Migrants have long been presented as interlocutors of transnational communication of knowledge, but in what ways can we measure and begin to understand the effect of their contributions on broadly construed scientific discourses?
To answer this question, the project embraces the framework of socio-epistemic networks that defines knowledge networks as being composed of three different layers: the social network, the semiotic network, and the semantic network. Building on my previous research of the social network connecting 147 Polish professionals working across Latin America between 1830 and 1889, I now seek to examine the semantic network in one of the fields of the migrants’ expertise. While these Poles engaged in many disciplines, such as civil engineering, natural history, or education, the focus of the current project is on a group of Galician Poles—geologists and engineers—working on petroleum prospecting and extraction in Argentina in the 1880s, and those who were closely, professionally associated with them.

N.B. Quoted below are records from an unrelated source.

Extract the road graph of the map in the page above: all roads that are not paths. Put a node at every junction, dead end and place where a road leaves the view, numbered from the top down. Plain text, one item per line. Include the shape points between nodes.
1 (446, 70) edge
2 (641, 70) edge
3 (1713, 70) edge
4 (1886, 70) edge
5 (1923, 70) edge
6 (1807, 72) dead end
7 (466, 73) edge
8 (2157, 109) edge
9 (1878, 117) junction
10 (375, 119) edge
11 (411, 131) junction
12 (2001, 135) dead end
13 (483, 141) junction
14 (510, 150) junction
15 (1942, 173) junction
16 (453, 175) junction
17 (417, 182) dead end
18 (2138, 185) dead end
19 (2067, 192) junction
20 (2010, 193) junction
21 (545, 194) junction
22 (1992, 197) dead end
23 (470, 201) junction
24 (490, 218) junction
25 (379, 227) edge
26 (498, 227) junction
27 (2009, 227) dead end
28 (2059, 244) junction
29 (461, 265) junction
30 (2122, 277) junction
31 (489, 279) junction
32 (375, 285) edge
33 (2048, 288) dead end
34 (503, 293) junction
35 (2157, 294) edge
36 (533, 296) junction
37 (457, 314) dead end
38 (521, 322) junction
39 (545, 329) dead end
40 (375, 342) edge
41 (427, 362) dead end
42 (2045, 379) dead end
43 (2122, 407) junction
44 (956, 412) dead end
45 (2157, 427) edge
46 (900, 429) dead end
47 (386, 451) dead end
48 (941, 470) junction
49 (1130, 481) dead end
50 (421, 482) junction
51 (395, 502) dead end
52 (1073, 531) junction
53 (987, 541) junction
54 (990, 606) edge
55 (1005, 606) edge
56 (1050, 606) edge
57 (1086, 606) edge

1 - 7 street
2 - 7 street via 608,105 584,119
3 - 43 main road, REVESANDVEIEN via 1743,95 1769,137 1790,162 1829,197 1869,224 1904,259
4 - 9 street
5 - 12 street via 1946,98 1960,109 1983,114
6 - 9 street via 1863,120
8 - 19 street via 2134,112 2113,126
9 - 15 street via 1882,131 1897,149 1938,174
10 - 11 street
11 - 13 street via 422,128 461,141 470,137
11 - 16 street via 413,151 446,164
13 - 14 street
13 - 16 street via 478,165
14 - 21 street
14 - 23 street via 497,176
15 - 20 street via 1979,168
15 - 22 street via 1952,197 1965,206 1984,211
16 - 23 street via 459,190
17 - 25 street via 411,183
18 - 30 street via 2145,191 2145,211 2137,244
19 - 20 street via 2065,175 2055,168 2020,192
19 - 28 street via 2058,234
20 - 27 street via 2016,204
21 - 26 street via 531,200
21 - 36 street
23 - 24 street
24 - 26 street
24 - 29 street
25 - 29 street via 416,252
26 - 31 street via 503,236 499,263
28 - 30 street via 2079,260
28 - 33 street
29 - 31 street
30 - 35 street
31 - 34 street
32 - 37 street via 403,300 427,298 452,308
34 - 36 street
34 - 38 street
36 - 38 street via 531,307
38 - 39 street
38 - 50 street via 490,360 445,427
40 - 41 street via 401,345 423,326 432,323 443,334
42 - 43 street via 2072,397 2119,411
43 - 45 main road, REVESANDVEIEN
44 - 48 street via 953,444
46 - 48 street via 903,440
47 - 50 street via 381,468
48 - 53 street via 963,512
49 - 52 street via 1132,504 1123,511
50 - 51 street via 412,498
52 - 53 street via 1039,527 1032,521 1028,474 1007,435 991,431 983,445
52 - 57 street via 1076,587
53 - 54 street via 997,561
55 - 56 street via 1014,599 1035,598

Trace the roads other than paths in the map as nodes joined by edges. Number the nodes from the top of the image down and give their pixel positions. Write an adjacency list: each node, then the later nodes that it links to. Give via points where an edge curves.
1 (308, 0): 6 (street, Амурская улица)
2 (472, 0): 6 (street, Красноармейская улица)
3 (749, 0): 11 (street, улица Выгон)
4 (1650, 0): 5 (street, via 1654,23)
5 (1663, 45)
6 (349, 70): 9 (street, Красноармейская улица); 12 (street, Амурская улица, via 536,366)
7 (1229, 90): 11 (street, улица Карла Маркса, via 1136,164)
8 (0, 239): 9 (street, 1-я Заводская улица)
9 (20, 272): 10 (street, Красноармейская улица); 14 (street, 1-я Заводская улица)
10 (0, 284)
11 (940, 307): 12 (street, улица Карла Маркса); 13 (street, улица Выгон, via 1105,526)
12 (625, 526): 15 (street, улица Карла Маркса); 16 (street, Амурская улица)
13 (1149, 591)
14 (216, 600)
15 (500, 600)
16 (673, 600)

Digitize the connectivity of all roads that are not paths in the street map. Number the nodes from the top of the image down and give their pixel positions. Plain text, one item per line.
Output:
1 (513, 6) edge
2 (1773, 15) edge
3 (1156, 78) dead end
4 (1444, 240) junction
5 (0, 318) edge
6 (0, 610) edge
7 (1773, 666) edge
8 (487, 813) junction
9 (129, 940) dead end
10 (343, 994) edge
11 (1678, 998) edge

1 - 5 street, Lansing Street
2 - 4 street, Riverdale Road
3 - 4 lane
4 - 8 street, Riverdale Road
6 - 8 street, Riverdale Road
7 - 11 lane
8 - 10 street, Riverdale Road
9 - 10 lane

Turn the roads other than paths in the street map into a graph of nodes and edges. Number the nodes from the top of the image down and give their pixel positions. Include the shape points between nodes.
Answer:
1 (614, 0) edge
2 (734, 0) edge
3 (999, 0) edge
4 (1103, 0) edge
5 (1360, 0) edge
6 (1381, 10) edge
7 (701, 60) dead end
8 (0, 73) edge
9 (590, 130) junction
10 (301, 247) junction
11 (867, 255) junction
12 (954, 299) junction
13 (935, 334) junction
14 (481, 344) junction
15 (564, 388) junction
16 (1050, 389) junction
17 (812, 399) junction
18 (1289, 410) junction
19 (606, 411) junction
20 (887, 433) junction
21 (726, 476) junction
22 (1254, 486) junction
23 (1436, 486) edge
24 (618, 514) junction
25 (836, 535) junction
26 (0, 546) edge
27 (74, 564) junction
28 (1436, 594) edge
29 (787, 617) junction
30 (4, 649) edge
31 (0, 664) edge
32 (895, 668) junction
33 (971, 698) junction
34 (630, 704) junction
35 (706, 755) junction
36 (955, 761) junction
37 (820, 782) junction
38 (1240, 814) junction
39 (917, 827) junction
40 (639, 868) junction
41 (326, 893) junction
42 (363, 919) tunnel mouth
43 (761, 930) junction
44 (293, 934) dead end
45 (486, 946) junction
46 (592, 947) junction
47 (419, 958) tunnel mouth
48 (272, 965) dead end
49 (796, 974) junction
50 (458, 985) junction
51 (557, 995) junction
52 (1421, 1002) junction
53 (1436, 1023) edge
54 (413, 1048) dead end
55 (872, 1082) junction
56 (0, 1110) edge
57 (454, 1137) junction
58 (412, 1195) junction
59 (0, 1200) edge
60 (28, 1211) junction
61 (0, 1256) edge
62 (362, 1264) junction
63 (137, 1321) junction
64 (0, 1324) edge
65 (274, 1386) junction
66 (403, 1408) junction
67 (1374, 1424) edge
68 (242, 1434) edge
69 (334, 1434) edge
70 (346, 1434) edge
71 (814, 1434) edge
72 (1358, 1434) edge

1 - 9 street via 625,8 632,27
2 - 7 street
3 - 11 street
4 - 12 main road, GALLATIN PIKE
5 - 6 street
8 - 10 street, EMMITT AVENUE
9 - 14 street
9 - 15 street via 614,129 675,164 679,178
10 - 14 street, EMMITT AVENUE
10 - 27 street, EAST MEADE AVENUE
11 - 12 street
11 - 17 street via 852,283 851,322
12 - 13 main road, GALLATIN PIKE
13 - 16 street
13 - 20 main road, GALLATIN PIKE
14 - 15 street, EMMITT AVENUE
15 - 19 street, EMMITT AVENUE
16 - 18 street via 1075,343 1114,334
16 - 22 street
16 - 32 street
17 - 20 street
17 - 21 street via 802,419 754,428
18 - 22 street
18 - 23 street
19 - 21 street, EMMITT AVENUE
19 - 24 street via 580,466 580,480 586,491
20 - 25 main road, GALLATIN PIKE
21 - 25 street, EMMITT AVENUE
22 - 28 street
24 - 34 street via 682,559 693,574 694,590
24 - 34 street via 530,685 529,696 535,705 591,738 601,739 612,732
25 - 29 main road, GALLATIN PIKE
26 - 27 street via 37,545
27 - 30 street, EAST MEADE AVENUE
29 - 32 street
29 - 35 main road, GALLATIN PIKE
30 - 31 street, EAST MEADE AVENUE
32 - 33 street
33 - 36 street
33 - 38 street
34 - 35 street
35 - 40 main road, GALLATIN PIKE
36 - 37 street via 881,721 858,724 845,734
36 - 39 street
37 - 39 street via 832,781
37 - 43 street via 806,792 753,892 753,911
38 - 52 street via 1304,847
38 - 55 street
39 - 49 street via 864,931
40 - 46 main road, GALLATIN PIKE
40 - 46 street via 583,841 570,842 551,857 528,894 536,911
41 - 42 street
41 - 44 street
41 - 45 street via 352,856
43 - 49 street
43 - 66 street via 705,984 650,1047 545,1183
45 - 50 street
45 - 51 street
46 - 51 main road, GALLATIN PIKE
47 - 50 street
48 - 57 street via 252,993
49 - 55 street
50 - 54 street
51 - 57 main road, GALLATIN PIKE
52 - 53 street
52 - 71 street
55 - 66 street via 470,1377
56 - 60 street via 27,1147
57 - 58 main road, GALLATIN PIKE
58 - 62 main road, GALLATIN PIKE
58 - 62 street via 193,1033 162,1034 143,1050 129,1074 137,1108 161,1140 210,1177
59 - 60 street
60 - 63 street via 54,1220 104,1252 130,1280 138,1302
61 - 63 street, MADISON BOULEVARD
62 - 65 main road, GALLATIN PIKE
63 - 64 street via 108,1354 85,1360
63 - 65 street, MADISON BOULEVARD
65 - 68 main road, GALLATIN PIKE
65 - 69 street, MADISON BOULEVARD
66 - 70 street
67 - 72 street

The project will establish representative corpora of Polish and Argentinian historical newspaper and periodical articles on the topic of petroleum in order to examine how the migrants and their colleagues in Argentina and in the partitioned territories of the Polish-Lithuanian Commonwealth wrote about petroleum, and how that changed over time. Can co-occurrences of concepts be observed in the discourses around petroleum in the migrants’ articles, and in the texts by others in the press across languages, that would signify a cognitive connection between oil professionals working in Argentina and in Galicia between 1880 and 1910?